■ EXCERPTED RECORDS ■

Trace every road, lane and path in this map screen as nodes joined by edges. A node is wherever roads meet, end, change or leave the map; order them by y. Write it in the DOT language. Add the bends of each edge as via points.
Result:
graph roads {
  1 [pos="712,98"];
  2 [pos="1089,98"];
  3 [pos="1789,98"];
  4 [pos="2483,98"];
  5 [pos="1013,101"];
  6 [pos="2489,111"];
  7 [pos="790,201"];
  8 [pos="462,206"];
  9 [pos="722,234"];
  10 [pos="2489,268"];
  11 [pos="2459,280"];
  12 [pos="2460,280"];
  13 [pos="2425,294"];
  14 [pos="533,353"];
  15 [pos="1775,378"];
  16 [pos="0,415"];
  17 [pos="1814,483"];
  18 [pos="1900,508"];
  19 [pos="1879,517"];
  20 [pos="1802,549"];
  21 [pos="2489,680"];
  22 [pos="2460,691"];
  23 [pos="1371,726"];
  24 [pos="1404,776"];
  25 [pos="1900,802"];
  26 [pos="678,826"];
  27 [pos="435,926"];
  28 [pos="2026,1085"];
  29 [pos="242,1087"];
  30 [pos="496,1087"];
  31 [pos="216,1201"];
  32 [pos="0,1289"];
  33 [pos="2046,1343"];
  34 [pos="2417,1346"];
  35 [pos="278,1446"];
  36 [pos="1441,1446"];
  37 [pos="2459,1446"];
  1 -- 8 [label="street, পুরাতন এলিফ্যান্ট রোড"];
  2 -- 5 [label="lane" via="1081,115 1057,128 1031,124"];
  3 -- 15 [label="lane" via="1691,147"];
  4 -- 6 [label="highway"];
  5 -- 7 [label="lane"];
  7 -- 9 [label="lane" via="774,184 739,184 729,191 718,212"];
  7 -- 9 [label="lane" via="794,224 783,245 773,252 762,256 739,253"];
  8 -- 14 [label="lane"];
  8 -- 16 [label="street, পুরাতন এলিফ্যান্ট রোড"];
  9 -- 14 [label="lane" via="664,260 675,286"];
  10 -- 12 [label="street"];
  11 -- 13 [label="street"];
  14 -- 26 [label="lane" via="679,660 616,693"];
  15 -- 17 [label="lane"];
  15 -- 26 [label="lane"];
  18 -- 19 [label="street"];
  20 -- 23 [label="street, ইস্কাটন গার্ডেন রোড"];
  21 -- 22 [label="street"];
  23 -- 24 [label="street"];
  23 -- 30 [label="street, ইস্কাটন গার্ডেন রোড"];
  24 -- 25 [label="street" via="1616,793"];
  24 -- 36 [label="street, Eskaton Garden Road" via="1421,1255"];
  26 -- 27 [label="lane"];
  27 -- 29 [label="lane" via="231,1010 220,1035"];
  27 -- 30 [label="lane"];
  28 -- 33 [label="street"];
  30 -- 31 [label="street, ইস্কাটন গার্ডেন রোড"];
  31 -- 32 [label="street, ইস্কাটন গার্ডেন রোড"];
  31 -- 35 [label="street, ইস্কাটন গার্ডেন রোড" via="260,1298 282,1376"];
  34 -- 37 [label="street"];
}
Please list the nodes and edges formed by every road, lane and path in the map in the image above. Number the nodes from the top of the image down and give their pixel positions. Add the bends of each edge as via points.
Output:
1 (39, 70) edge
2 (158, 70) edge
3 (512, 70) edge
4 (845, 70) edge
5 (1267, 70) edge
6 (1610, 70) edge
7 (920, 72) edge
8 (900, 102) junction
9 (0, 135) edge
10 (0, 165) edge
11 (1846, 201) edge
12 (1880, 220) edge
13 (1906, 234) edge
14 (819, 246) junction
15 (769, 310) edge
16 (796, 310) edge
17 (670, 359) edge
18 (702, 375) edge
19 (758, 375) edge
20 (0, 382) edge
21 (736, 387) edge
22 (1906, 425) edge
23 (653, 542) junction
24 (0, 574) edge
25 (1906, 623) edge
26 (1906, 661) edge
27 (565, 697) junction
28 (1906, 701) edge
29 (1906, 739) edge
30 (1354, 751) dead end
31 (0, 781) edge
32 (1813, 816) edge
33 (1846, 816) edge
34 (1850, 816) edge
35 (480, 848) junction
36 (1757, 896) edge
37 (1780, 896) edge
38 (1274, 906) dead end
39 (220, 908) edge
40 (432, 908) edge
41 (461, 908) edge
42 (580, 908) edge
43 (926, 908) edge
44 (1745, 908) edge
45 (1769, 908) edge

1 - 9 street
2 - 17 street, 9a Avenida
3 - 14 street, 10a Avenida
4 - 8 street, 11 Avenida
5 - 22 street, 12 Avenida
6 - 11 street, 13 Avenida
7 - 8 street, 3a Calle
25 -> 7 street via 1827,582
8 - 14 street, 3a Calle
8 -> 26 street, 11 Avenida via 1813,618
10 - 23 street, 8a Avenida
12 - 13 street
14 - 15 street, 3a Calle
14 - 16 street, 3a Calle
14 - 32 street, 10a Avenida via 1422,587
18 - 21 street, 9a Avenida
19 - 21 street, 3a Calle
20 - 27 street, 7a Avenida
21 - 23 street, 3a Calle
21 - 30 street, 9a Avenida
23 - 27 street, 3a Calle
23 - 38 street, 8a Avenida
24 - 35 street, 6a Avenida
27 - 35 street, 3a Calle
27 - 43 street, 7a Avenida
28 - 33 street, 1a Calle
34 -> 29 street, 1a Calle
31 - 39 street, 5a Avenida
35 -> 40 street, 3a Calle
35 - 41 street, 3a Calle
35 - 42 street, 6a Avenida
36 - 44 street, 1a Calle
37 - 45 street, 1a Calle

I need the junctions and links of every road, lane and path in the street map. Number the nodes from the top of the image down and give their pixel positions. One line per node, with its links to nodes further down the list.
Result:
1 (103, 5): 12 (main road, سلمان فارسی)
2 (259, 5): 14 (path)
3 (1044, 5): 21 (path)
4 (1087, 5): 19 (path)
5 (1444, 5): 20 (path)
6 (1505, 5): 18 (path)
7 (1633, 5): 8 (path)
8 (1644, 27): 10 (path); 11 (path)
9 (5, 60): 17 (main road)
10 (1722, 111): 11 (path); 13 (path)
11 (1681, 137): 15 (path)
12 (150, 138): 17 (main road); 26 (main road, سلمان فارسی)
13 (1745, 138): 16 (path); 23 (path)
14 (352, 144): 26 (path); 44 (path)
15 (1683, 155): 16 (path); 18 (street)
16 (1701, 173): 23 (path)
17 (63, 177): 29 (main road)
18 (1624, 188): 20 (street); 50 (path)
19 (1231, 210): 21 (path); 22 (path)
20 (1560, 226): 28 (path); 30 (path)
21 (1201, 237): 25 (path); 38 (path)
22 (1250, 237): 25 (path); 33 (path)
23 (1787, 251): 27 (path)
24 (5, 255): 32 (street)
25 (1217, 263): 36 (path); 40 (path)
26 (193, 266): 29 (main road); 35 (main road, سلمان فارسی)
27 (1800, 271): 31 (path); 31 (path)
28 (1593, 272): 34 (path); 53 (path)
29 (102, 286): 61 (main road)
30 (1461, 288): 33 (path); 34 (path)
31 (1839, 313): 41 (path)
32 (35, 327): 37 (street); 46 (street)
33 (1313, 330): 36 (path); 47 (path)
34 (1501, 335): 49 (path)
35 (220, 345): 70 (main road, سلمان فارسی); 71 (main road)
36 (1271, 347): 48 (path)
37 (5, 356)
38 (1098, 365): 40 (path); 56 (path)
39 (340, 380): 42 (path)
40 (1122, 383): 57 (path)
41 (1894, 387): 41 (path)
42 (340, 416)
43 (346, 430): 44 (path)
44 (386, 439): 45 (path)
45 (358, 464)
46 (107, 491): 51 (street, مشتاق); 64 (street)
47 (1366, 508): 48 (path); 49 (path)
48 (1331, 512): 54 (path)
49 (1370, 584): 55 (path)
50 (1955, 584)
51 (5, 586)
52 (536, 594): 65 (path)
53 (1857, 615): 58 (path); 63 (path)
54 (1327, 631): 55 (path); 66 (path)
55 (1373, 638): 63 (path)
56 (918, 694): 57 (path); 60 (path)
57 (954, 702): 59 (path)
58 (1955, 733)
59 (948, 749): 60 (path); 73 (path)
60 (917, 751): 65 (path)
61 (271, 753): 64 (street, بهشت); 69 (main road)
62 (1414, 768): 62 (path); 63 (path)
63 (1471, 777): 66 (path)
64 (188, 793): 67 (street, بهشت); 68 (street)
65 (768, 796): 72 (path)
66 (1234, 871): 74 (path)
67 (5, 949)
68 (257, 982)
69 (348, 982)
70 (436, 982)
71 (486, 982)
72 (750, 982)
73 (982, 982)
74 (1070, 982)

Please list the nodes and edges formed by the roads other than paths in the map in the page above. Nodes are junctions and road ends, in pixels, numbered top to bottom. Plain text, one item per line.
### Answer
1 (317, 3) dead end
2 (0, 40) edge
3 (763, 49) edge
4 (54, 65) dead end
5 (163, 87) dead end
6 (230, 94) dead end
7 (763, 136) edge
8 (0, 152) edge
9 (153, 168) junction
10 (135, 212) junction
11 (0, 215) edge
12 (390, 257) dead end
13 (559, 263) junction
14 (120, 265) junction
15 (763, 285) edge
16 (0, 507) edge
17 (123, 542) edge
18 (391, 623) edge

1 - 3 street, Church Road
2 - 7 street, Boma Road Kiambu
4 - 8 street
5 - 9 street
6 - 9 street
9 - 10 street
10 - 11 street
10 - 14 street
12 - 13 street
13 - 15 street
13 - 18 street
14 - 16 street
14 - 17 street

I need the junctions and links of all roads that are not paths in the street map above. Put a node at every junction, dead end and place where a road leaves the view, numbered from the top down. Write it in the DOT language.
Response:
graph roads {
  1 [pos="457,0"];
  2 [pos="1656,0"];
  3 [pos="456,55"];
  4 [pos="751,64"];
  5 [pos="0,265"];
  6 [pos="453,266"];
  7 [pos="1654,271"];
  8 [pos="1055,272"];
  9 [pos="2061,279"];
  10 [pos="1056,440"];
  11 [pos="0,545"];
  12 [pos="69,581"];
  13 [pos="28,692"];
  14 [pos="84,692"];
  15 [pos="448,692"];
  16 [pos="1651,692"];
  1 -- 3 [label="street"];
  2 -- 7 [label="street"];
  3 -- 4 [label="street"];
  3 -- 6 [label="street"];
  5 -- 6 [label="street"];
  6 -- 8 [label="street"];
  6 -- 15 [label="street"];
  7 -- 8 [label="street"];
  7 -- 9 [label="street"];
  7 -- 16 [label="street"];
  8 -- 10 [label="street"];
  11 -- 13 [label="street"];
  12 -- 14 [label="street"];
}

■ TASK DESCRIPTION ■
Look above for the line with "Please list the nodes and edges formed by the"; retype exactly that line, every line after it up to the line with "I need the junctions and links of all", and that line too, nothing else.

■ SOLUTION TO THIS PROBLEM ■
Please list the nodes and edges formed by the roads other than paths in the map in the page above. Nodes are junctions and road ends, in pixels, numbered top to bottom. Plain text, one item per line.
### Answer
1 (317, 3) dead end
2 (0, 40) edge
3 (763, 49) edge
4 (54, 65) dead end
5 (163, 87) dead end
6 (230, 94) dead end
7 (763, 136) edge
8 (0, 152) edge
9 (153, 168) junction
10 (135, 212) junction
11 (0, 215) edge
12 (390, 257) dead end
13 (559, 263) junction
14 (120, 265) junction
15 (763, 285) edge
16 (0, 507) edge
17 (123, 542) edge
18 (391, 623) edge

1 - 3 street, Church Road
2 - 7 street, Boma Road Kiambu
4 - 8 street
5 - 9 street
6 - 9 street
9 - 10 street
10 - 11 street
10 - 14 street
12 - 13 street
13 - 15 street
13 - 18 street
14 - 16 street
14 - 17 street

I need the junctions and links of all roads that are not paths in the street map above. Put a node at every junction, dead end and place where a road leaves the view, numbered from the top down. Write it in the DOT language.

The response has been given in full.